SPARQL in a Jupyter Notebook

For real this time.

Jupyter and SPARQL logos

A few years ago I wrote a blog post titled SPARQL in a Jupyter (a.k.a. IPython) notebook: With just a bit of Python to frame it all. It described how Jupyter notebooks, which have become increasingly popular in the data science world, are an excellent way to share executable code and the results and documentation of that code. Not only do these notebooks make it easy to package all of this in a very presentable way; they also make it easy for your reader to tweak the code in a local copy of your notebook, run the new version, and see the result. This is an especially effective way to help someone understand how a given block of code works.

When these notebooks were first invented they were known as IPython (“Interactive Python”) notebooks. At the time, all the executable code was Python, but since then the renaming to “Jupyter” has been accompanied by support for more and more languages—even multiple languages in the same notebook. It wasn’t supporting SPARQL yet when I wrote the post described above, but my “just a bit of Python to frame it all” automated the handoff of SPARQL queries to the rdflib Python library so that ideally even someone who didn’t know Python could enter SPARQL queries into a notebook and see the results as part of the notebook.

The wait for the real thing is over. Paulo Villegas has released a SPARQL kernel for Jupyter notebooks that lets us run queries natively, and I have been having some fun with it. The project’s sparql-kernel git repository has good documentation in its readme file. There’s no need to clone the project; the following three commands installed the sparqlkernel files locally for me, installed those into my copy of Jupyter, and then started up Jupyter.

pip install sparqlkernel
jupyter sparqlkernel install --user bob
jupyter notebook

At this point I was looking at Jupyter in my browser, and when I clicked the “New” button to create a new notebook I saw SPARQL as a choice right under “Python 3”.
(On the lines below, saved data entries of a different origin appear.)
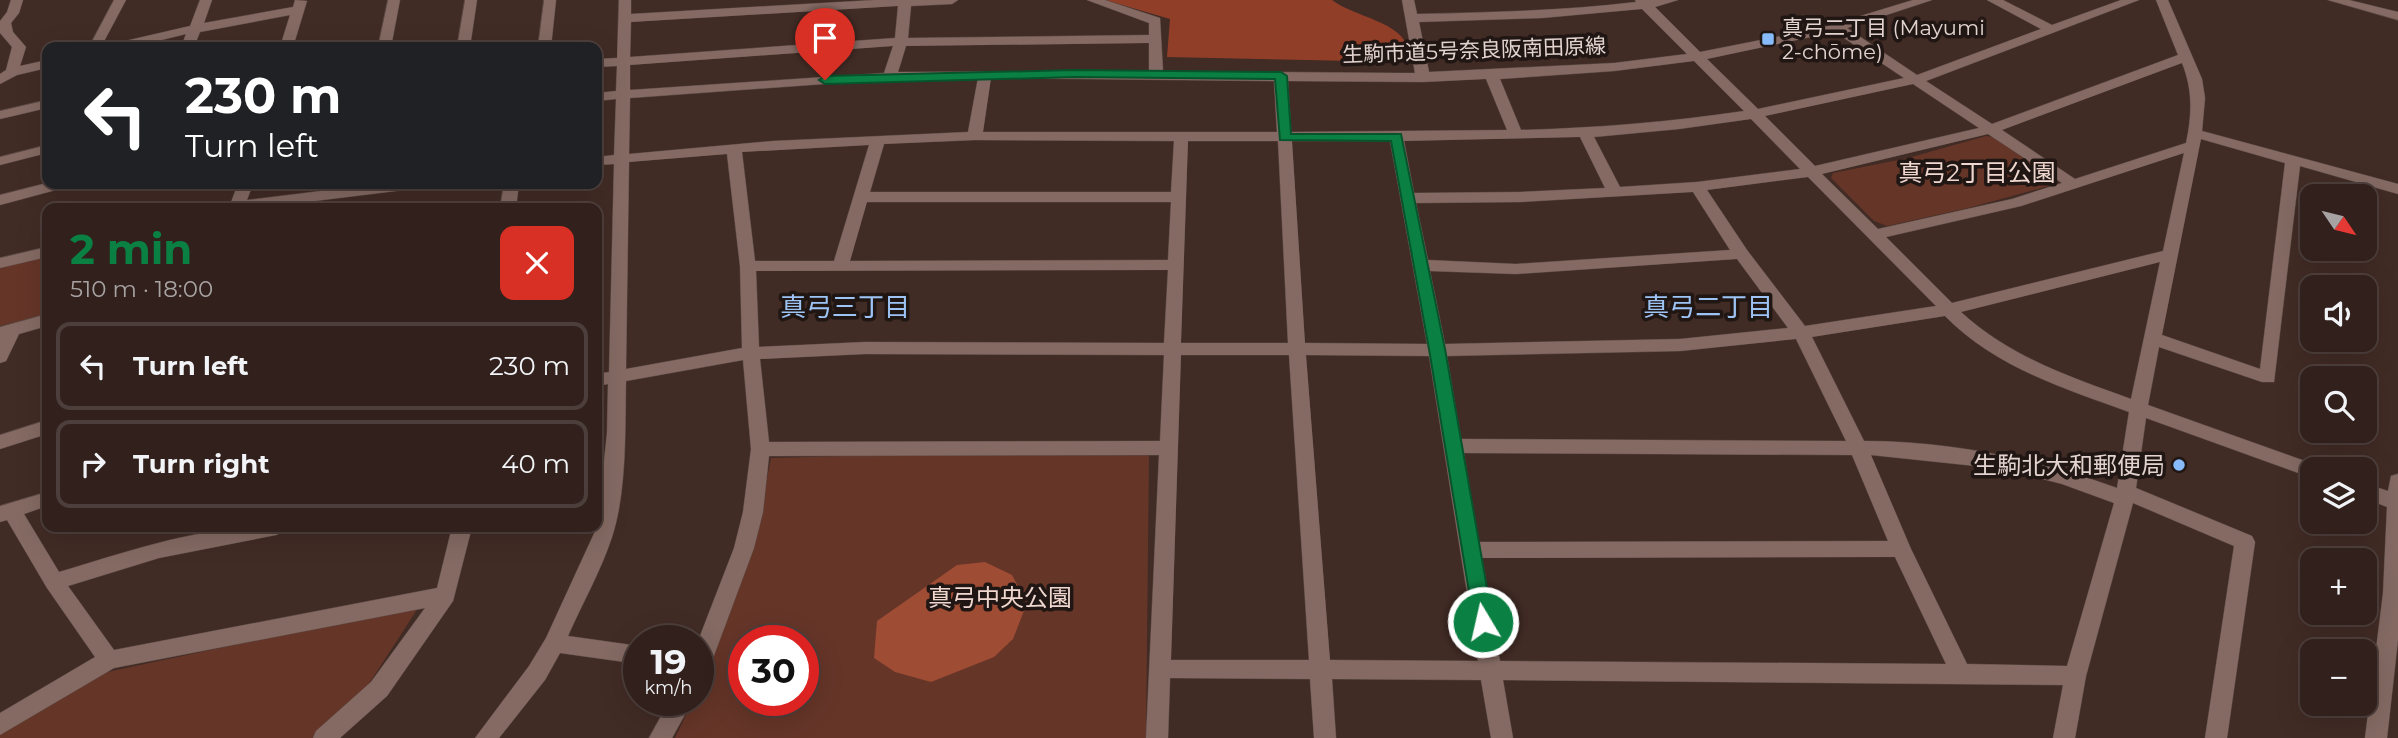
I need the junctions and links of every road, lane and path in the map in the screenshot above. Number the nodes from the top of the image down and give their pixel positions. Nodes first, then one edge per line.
1 (17, 0) edge
2 (120, 0) edge
3 (206, 0) edge
4 (394, 0) edge
5 (471, 0) edge
6 (550, 0) edge
7 (625, 0) edge
8 (952, 0) edge
9 (1093, 0) edge
10 (1408, 0) edge
11 (1672, 0) edge
12 (1926, 0) edge
13 (1993, 0) edge
14 (2133, 0) edge
15 (2162, 0) edge
16 (2334, 0) edge
17 (905, 1) edge
18 (1643, 3) edge
19 (299, 5) edge
20 (706, 6) edge
21 (2398, 16) edge
22 (1411, 18) junction
23 (623, 19) junction
24 (2, 24) edge
25 (1839, 28) junction
26 (193, 29) junction
27 (2052, 30) junction
28 (1156, 39) junction
29 (98, 42) edge
30 (138, 42) edge
31 (189, 42) edge
32 (288, 42) edge
33 (385, 42) edge
34 (464, 42) edge
35 (546, 42) edge
36 (901, 43) junction
37 (1697, 57) junction
38 (2186, 57) junction
39 (622, 60) junction
40 (602, 62) edge
41 (42, 65) edge
42 (1491, 74) junction
43 (985, 75) junction
44 (1156, 75) junction
45 (6, 76) edge
46 (890, 76) junction
47 (1281, 76) junction
48 (1423, 78) junction
49 (1918, 79) junction
50 (624, 95) junction
51 (602, 97) edge
52 (42, 105) edge
53 (1755, 114) junction
54 (0, 115) edge
55 (1993, 129) junction
56 (1585, 133) junction
57 (1516, 134) junction
58 (975, 136) junction
59 (1181, 137) junction
60 (1396, 137) junction
61 (1285, 138) junction
62 (878, 140) junction
63 (2193, 140) junction
64 (734, 148) junction
65 (42, 150) edge
66 (621, 158) junction
67 (602, 160) edge
68 (0, 161) edge
69 (2293, 161) junction
70 (1810, 172) junction
71 (2073, 184) junction
72 (1698, 187) junction
73 (43, 189) edge
74 (373, 189) edge
75 (2398, 190) edge
76 (1615, 192) junction
77 (862, 197) junction
78 (1178, 197) junction
79 (1407, 198) junction
80 (0, 200) edge
81 (264, 203) edge
82 (1873, 234) junction
83 (42, 253) edge
84 (1741, 254) junction
85 (2172, 254) junction
86 (0, 263) edge
87 (841, 265) junction
88 (1176, 265) junction
89 (1420, 265) junction
90 (748, 267) junction
91 (1948, 310) junction
92 (42, 321) edge
93 (6, 332) edge
94 (1801, 333) junction
95 (2154, 340) junction
96 (1172, 348) junction
97 (1297, 349) junction
98 (1437, 349) junction
99 (751, 353) junction
100 (0, 356) edge
101 (617, 376) junction
102 (602, 379) edge
103 (2138, 409) junction
104 (42, 428) edge
105 (0, 442) edge
106 (1452, 446) junction
107 (1858, 447) junction
108 (1168, 448) junction
109 (760, 449) junction
110 (2300, 467) edge
111 (2398, 481) edge
112 (2377, 495) edge
113 (2125, 496) junction
114 (42, 501) edge
115 (2398, 502) edge
116 (6, 512) edge
117 (602, 531) edge
118 (251, 532) edge
119 (461, 532) edge
120 (602, 532) edge
121 (1901, 549) junction
122 (1471, 550) junction
123 (54, 582) junction
124 (2396, 594) edge
125 (446, 595) junction
126 (714, 626) edge
127 (554, 643) junction
128 (623, 653) edge
129 (109, 660) junction
130 (1160, 669) junction
131 (1320, 669) junction
132 (1491, 670) junction
133 (1961, 673) junction
134 (2076, 676) junction
135 (673, 716) edge
136 (0, 725) edge
137 (324, 738) edge
138 (486, 738) edge
139 (660, 738) edge
140 (1157, 738) edge
141 (1325, 738) edge
142 (1502, 738) edge
143 (2064, 738) edge
144 (2216, 738) edge
145 (2376, 738) edge

1 - 24 street
2 - 29 street
3 - 26 street
4 - 33 street
5 - 34 street
6 - 35 street
7 - 23 street
8 - 17 street
9 - 28 street
10 - 22 street
11 - 18 street
12 - 25 street, 生駒市道5号奈良阪南田原線
13 - 27 street
14 - 27 street
15 - 38 street
16 - 21 street
17 - 20 street
17 - 36 street
18 - 22 street
18 - 37 street
19 - 26 street
19 - 32 street
20 - 23 street
22 - 48 street
23 - 39 street
24 - 45 street
25 - 37 street, 生駒市道5号奈良阪南田原線
25 - 49 street
26 - 30 street
26 - 31 street
27 - 49 street
28 - 36 street
28 - 44 street
36 - 39 street
36 - 46 street
37 - 42 street, 生駒市道5号奈良阪南田原線
37 - 53 street
38 - 55 street
38 - 63 street
39 - 40 street
39 - 50 street
41 - 45 street
42 - 48 street, 生駒市道5号奈良阪南田原線
42 - 57 street
43 - 44 street, 生駒市道5号奈良阪南田原線
43 - 46 street, 生駒市道5号奈良阪南田原線
43 - 58 street
44 - 47 street, 生駒市道5号奈良阪南田原線
46 - 50 street, 生駒市道5号奈良阪南田原線
47 - 48 street, 生駒市道5号奈良阪南田原線
47 - 61 street
49 - 53 street
49 - 55 street
50 - 51 street, 生駒市道5号奈良阪南田原線
50 - 66 street
52 - 54 street
53 - 56 street
53 - 70 street
55 - 70 street
55 - 71 street
56 - 57 street
56 - 76 street
57 - 60 street
58 - 59 street
58 - 62 street
59 - 61 street
59 - 78 street
60 - 61 street
60 - 79 street
61 - 97 street
62 - 64 street
62 - 77 street
63 - 69 street
63 - 71 street
63 - 85 street
64 - 66 street
64 - 90 street
65 - 68 street
66 - 67 street
66 - 101 street
69 - 75 street
69 - 95 street
70 - 72 street
70 - 82 street
71 - 82 street
72 - 76 street
72 - 84 street
73 - 80 street
74 - 81 street
76 - 79 street
77 - 78 street
77 - 87 street
78 - 88 street
79 - 89 street
82 - 91 street
83 - 86 street
84 - 89 street
84 - 94 street
85 - 91 street
85 - 95 street
87 - 88 street
87 - 90 street
88 - 96 street
89 - 98 street
90 - 99 street
91 - 94 street
91 - 103 street
92 - 93 street
93 - 100 street
94 - 98 street
94 - 107 street
95 - 103 street
96 - 97 street
96 - 99 street
96 - 108 street
97 - 98 street
97 - 131 street
98 - 106 street
99 - 101 street
99 - 109 street
101 - 102 street
101 - 117 street
103 - 110 street
103 - 113 street
104 - 105 street
106 - 107 street
106 - 122 street
107 - 113 street
107 - 121 street
108 - 109 street
108 - 130 street
109 - 126 street
111 - 115 street
112 - 115 street
113 - 134 street
113 - 144 street
114 - 116 street
115 - 124 street
116 - 123 street
118 - 123 street
119 - 125 street
120 - 127 street
121 - 122 street
121 - 133 street
122 - 132 street
123 - 129 street
124 - 145 street
125 - 129 street
125 - 137 street
127 - 128 street
127 - 138 street
129 - 136 street
130 - 131 street
130 - 140 street
131 - 132 street
131 - 141 street
132 - 133 street
132 - 142 street
133 - 134 street
134 - 143 street
135 - 139 street

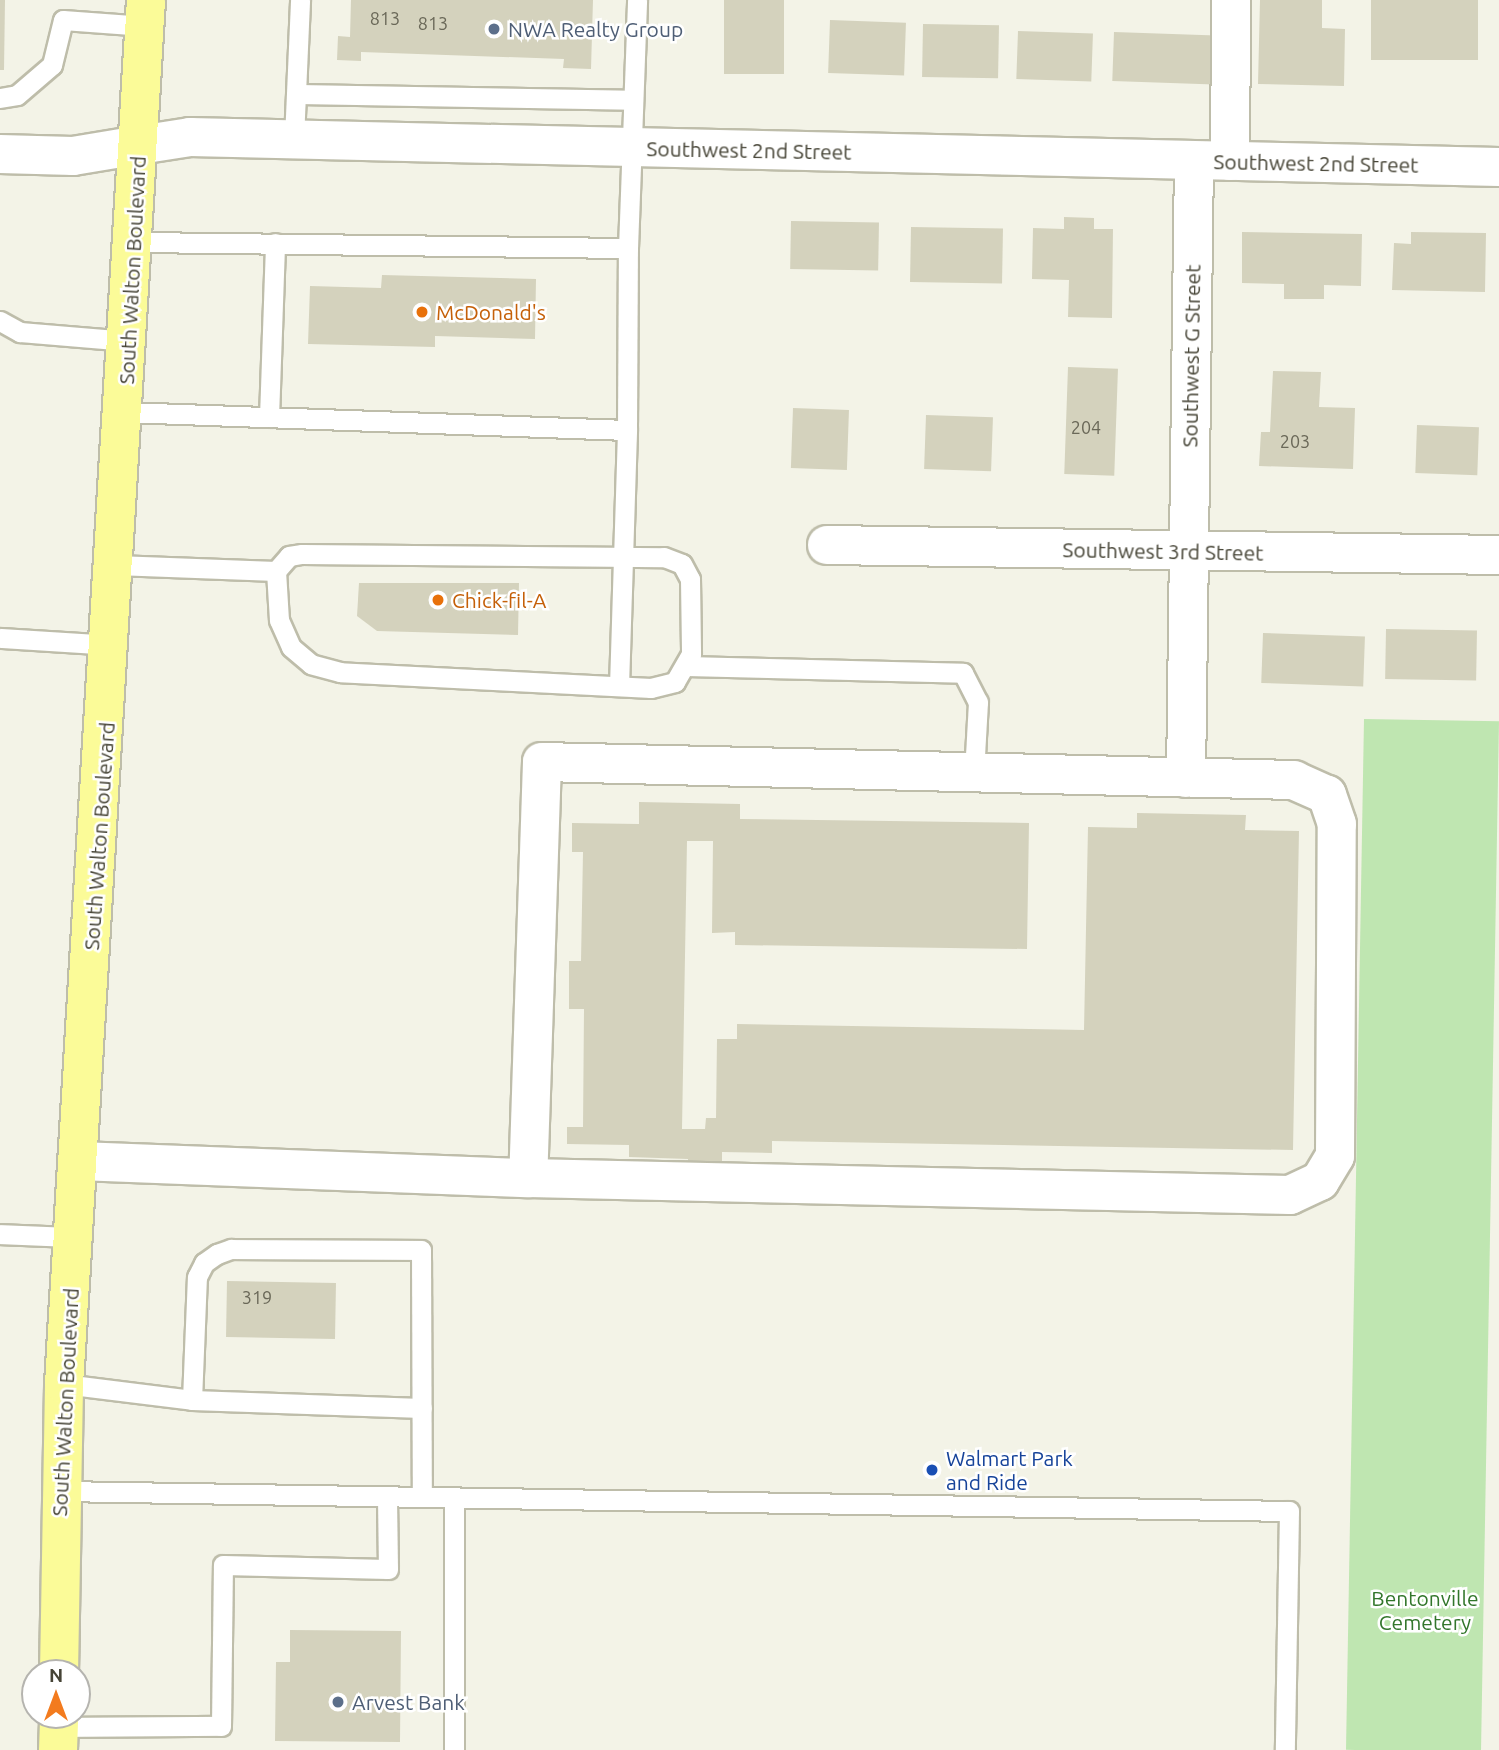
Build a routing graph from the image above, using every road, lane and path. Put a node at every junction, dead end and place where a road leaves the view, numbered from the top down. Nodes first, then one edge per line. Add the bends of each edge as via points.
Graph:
1 (300, 0) edge
2 (637, 0) edge
3 (1231, 0) edge
4 (145, 13) edge
5 (298, 94) junction
6 (0, 98) edge
7 (631, 100) junction
8 (295, 139) junction
9 (139, 145) junction
10 (630, 147) junction
11 (0, 155) edge
12 (1212, 161) junction
13 (1499, 167) edge
14 (134, 242) junction
15 (275, 243) junction
16 (628, 248) junction
17 (0, 321) edge
18 (128, 341) junction
19 (124, 412) junction
20 (269, 417) junction
21 (627, 430) junction
22 (827, 545) dead end
23 (1188, 552) junction
24 (1499, 555) edge
25 (622, 556) junction
26 (115, 565) junction
27 (276, 571) junction
28 (0, 638) edge
29 (111, 645) junction
30 (687, 666) junction
31 (618, 686) junction
32 (974, 772) junction
33 (1186, 778) junction
34 (78, 1161) junction
35 (528, 1178) junction
36 (0, 1234) edge
37 (72, 1237) junction
38 (64, 1384) junction
39 (192, 1400) junction
40 (422, 1408) junction
41 (59, 1490) junction
42 (387, 1497) junction
43 (422, 1497) junction
44 (454, 1498) junction
45 (59, 1659) edge
46 (59, 1731) edge
47 (454, 1750) edge
48 (1285, 1750) edge

1 - 5 lane
2 - 7 lane
3 - 12 street, Southwest G Street
4 - 6 lane via 63,20 52,65 17,94
4 - 9 main road, South Walton Boulevard
5 - 7 lane
5 - 8 lane
7 - 10 lane
8 - 9 street, Southwest 2nd Street via 190,137
8 - 10 street, Southwest 2nd Street
9 - 11 street, Southwest 2nd Street via 73,156
9 - 14 main road, South Walton Boulevard
10 - 12 street, Southwest 2nd Street
10 - 16 lane
12 - 13 street, Southwest 2nd Street
12 - 23 street, Southwest G Street
14 - 15 lane
14 - 18 main road, South Walton Boulevard
15 - 16 lane
15 - 20 lane
16 - 21 lane
17 - 18 lane via 20,332
18 - 19 main road, South Walton Boulevard
19 - 20 lane
19 - 26 main road, South Walton Boulevard
20 - 21 lane
21 - 25 lane
22 - 23 street, Southwest 3rd Street
23 - 24 street, Southwest 3rd Street
23 - 33 street, Southwest G Street
25 - 27 lane via 302,554 289,556
25 - 30 lane via 664,557 682,564 690,579 691,654
25 - 31 lane
26 - 27 lane
26 - 29 main road, South Walton Boulevard
27 - 31 lane via 279,620 291,648 311,664 340,672
28 - 29 lane
29 - 34 main road, South Walton Boulevard
30 - 31 lane via 675,682 651,688
30 - 32 lane via 963,673 978,702
32 - 33 street
32 - 35 street via 542,762
33 - 35 street via 1294,780 1327,795 1337,824 1335,1156 1320,1181 1290,1195
34 - 35 street
34 - 37 main road, South Walton Boulevard
36 - 37 lane
37 - 38 main road, South Walton Boulevard
38 - 39 lane
38 - 41 main road, South Walton Boulevard
39 - 40 lane
39 - 40 lane via 197,1277 204,1263 231,1249 421,1250
40 - 43 lane
41 - 42 lane
41 - 45 main road, South Walton Boulevard
42 - 43 lane
42 - 46 lane via 388,1569 223,1565 221,1726
43 - 44 lane
44 - 47 lane
44 - 48 lane via 1289,1511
While the SPARQL processing in my earlier post about Jupyter was handled by rdflib, this SPARQL kernel functions more as a very nice interface to a SPARQL endpoint that you specify. Or endpoints that you specify—as we’ll see, it’s very easy to switch between endpoints in one notebook. You specify the endpoint to talk to using a Jupyter “magic” command, which is a special command that begins with a percent sign.

Once I was set up with this, I created a new notebook titled Jupyter and SPARQL and Dort or Dordrecht where you can read and see the various steps I took to retrieve triples from two different endpoints about a famous J.M.W. Turner painting. (Another great thing about Jupyter: github understands it well enough to host the notebooks so that they look the same as they look in a browser pointing at a local Jupyter server. Sometimes when I follow the link to my new notebook, after a minute it tells me “Sorry, something went wrong” and displays a “reload” button, and then after clicking that button it usually works pretty quickly.) You can see the results of my queries right in the notebook, and if you download it and install Jupyter and sparql-kernel you can modify the queries and rerun them yourself. (For the notebook’s last query you’d need a triplestore such as Fuseki running locally at localhost:3030. It doesn’t even have to have any data in it; as you’ll see in my new notebook, I used Fuseki to execute a federated query across the other two endpoints.)

While creating my new notebook, sometimes I was about to plug a new query into it and thought “I should put this query into its own file and send it off to to the endpoint with curl just to make sure it works properly” because that’s such a reflex reaction for me. For trying out queries and iteratively tuning them, though, doing them right in the notebook is much easier than editing a text file and sending it off to the endpoint with a shell command, because I can see the query and results (or errors) right there in the same glance. Despite being a diehard Emacs guy I’m pretty confident that this will be my new routine from now on. When I develop multiple related queries in parallel, although I love Emacs’ sparql-mode (which also hooks up to an endpoint and shows your result right with your query), I still have to keep track of which query is in which buffer. In a Jupyter notebook, I can put nicely-formatted text blocks before and after each query to describe what each query is supposed to do and to annotate my progress with each query.

I don’t want to write things here that are redundant with my new notebook about the Turner painting or with my earlier blog entry about Jupyter, so I encourage you to read the latter if you’d like to learn more about why Jupyter notebooks are so great and the former if you want to see the new powers that sparql-kernel adds to Jupyter for SPARQL users. I know I’m going to be a much more regular user of this nice tool.

(Note: just yesterday I learned that Jupyter’s competitor Apache Zeppelin also has a SPARQL plugin, so that is something to check out as well.)